Kurdish rebels fighting for autonomy in Turkey’s mainly Kurdish southeast have a history of suicide bombings in Turkey and their unilateral cease-fire was scheduled to expire at the end of October. The state has held secretive talks with the jailed leader of the rebel Kurdistan Workers’ Party, or PKK, in an effort to end the conflict, But an ongoing trial of more than 150 Kurds, including a dozen elected mayors, on charges of rebel links is a sign of the deep reserves of mistrust between authorities and the ethnic minority.

Interior Minister Besir Atalay, speaking to Turkish journalists on a visit to China, said “certain suspicions, certain evidence” indicated who was behind the attack, but said the government would not rush to announce its theories.

Prime Minister Recep Tayyip Erdogan, who was inaugurating a hamlet for villagers whose homes are to be flooded by a new dam in southeastern Turkey, said the suicide attack was aimed at “obstructing Turkey’s development.”

“We will not show any tolerance toward those who to want cause turmoil,” Erdogan said.

President Abdullah Gul said the assailants would “fail in their aim to replace friendship, brotherhood and peace with violence in the face of the people’s will for unity to live as brothers.”

Turkey frequently accuses the PKK of carrying out attacks to prevent the economic and social progress of Turkey, which has made big strides as a regional power in recent years despite conflict between its Islamic-leaning government and secular elites linked to the military and judiciary.

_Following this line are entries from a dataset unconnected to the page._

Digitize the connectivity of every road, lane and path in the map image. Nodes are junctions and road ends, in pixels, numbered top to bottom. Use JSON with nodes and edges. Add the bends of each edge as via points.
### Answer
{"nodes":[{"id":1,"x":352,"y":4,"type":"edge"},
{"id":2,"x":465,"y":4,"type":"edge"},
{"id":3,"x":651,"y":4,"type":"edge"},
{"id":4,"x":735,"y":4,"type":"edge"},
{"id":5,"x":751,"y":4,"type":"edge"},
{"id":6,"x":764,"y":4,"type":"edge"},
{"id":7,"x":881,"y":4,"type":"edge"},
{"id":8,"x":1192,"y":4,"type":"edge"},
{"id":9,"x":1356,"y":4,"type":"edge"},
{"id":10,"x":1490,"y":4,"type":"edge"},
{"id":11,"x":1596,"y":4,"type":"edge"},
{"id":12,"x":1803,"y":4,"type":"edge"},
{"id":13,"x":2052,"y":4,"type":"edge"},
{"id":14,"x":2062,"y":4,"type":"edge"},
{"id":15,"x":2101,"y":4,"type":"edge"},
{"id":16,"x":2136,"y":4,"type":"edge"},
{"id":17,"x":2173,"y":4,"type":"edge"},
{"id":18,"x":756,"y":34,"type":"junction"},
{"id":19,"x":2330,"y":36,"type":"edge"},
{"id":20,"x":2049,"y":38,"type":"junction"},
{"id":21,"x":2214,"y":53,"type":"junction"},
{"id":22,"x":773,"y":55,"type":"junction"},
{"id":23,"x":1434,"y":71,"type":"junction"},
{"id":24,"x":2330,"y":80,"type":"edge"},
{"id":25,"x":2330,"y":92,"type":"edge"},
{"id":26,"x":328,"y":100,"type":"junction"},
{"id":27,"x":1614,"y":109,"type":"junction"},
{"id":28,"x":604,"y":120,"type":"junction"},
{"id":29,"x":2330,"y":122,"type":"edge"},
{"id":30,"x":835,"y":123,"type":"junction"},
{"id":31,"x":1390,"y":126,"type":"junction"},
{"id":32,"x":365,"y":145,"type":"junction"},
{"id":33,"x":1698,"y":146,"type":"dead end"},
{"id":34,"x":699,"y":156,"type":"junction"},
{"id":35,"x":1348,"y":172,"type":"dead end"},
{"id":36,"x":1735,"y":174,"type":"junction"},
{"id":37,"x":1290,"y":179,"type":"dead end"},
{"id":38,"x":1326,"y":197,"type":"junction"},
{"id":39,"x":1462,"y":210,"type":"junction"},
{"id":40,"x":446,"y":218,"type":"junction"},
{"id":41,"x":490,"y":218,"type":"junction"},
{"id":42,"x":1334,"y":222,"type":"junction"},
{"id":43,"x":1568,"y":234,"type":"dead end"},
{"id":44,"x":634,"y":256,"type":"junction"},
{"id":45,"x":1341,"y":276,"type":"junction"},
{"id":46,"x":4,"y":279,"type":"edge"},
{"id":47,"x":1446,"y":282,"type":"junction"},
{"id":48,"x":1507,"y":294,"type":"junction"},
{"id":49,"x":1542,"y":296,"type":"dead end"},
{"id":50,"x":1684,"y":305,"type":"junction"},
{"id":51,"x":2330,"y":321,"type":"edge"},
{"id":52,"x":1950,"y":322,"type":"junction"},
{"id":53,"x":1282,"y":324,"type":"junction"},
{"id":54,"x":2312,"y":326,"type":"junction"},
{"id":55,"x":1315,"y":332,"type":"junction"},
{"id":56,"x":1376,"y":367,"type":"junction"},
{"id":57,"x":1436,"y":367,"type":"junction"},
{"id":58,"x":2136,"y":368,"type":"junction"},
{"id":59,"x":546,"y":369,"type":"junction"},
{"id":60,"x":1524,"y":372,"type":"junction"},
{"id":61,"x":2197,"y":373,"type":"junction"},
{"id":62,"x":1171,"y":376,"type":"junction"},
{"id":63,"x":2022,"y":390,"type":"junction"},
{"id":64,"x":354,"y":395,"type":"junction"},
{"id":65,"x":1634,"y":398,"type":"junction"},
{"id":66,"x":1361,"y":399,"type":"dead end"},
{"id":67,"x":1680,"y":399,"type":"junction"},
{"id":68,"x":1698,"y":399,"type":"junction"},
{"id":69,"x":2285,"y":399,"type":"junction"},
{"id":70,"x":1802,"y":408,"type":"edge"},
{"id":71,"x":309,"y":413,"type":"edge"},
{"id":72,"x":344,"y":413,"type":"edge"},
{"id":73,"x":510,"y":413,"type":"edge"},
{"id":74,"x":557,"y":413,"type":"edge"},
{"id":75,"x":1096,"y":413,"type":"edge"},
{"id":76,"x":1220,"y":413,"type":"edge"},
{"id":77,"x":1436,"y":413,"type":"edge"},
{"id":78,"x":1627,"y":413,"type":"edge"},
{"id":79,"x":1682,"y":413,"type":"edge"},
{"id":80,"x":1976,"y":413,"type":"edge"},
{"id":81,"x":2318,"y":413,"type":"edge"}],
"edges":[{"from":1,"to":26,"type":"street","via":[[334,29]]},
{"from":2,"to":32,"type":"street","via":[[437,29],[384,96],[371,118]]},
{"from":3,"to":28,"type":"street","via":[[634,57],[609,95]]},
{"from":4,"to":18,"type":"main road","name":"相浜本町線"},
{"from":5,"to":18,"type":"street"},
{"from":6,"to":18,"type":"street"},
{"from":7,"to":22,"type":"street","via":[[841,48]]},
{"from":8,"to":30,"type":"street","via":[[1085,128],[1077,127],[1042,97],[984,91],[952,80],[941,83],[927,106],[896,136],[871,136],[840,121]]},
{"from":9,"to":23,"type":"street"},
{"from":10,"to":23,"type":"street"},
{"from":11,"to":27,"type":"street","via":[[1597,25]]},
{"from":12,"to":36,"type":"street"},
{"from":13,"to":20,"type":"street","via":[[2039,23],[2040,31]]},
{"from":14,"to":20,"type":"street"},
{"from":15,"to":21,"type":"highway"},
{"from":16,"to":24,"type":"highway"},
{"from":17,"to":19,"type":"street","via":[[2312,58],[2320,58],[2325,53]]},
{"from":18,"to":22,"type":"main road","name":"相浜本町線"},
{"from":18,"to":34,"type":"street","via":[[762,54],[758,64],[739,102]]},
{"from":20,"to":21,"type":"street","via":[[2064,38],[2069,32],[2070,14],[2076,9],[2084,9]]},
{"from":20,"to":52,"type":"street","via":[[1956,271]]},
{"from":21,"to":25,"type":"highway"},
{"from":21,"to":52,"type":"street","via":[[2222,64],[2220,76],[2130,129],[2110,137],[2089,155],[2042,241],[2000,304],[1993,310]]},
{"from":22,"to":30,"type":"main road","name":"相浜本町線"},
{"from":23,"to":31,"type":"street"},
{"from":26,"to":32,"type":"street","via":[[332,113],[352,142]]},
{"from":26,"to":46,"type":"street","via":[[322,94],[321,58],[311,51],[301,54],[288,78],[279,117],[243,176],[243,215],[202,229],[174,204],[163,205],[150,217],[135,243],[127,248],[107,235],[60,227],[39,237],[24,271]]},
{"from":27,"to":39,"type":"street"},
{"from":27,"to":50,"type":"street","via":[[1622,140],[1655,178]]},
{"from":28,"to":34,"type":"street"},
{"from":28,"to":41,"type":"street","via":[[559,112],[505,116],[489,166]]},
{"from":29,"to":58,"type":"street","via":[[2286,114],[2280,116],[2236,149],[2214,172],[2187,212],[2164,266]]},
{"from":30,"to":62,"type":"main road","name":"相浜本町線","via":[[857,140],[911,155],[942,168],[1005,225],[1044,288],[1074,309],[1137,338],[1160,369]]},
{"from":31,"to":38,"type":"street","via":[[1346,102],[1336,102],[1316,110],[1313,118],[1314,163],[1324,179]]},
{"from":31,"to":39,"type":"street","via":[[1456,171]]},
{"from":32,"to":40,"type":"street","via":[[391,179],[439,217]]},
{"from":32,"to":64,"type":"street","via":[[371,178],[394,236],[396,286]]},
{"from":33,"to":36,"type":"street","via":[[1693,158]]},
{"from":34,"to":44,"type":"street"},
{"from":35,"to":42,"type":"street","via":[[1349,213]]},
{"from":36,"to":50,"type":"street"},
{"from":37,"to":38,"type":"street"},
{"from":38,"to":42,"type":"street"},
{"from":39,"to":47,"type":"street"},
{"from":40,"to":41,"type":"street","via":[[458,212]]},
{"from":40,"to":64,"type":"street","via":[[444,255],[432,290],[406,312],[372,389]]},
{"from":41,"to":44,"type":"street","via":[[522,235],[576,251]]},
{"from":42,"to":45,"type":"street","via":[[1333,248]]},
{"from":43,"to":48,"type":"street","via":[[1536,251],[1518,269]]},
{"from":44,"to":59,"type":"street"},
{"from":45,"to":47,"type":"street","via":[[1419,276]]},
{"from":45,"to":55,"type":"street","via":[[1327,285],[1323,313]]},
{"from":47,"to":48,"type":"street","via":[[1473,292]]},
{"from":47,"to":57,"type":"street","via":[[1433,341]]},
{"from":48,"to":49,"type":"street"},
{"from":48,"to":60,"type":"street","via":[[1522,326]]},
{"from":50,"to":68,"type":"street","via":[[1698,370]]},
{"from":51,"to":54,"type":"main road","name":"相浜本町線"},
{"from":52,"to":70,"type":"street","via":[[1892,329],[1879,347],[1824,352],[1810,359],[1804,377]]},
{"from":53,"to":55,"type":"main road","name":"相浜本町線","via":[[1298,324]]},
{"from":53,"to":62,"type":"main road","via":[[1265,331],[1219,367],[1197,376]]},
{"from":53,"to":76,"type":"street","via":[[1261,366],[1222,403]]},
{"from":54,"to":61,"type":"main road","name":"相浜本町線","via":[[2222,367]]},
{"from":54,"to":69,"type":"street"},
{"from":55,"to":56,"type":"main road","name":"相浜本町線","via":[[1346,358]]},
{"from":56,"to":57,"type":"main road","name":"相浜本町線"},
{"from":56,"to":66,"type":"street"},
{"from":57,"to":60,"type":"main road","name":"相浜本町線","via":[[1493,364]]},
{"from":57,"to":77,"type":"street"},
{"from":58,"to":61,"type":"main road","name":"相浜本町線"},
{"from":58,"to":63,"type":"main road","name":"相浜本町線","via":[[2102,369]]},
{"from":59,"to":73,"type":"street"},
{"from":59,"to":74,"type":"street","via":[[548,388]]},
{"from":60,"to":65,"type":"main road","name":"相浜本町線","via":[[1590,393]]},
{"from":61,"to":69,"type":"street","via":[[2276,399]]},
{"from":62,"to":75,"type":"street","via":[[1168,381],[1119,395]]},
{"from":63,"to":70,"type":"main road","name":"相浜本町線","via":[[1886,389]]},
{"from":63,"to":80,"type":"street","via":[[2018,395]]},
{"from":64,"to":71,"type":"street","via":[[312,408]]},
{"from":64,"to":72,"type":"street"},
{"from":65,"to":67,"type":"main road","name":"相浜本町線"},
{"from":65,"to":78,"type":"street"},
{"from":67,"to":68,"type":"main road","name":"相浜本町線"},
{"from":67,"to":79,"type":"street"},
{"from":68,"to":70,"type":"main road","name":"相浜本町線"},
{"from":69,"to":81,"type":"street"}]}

An alleged anti-government network that includes military officers faces charges of seeking to foment chaos that would topple Erdogan’s government; secular critics say the trials are a government effort to silence dissent.

At Taksim, police sealed off roads with yellow tape and forensic teams in blue coveralls combed the area for debris and other evidence. One walked around the ledge of a monument to Turkish independence in the center of the square. Hours later, some areas were reopened.

The Kurdistan Freedom Falcons, a militant group linked to the PKK, claimed responsibility for a June bombing in Istanbul that killed four soldiers and an officer’s 17-year-old daughter. Authorities suspected Kurdish rebels in a 2008 bombing in Istanbul that killed 17 people, though the PKK denied involvement.

According to the government, the last suicide bombing by the PKK was in 2008, when an assailant blew himself up at a police checkpoint in the Mediterranean city of Mersin and injured 13 police officers. In May 2007, a Kurdish rebel blew himself up in the capital, Ankara, killing seven.

Two previous suicide attacks in Taksim in 1999 and 2001 killed two police officers and wounded a total of 13 people.

Homegrown Islamic militants tied to al-Qaida carried out suicide bombings in Istanbul, killing 58, in 2003. The targets were the British consulate, a British bank and two synagogues. In 2008, an attack blamed on al-Qaida-affiliated militants outside the U.S. Consulate in Istanbul left three assailants and three policemen dead.

On Oct. 22, Turkish police said they detained five people, including three university students, suspected of providing financial and technical support to the al-Qaida network in Afghanistan. The raids were carried out in the Aegean coastal city of Izmir and several other cities.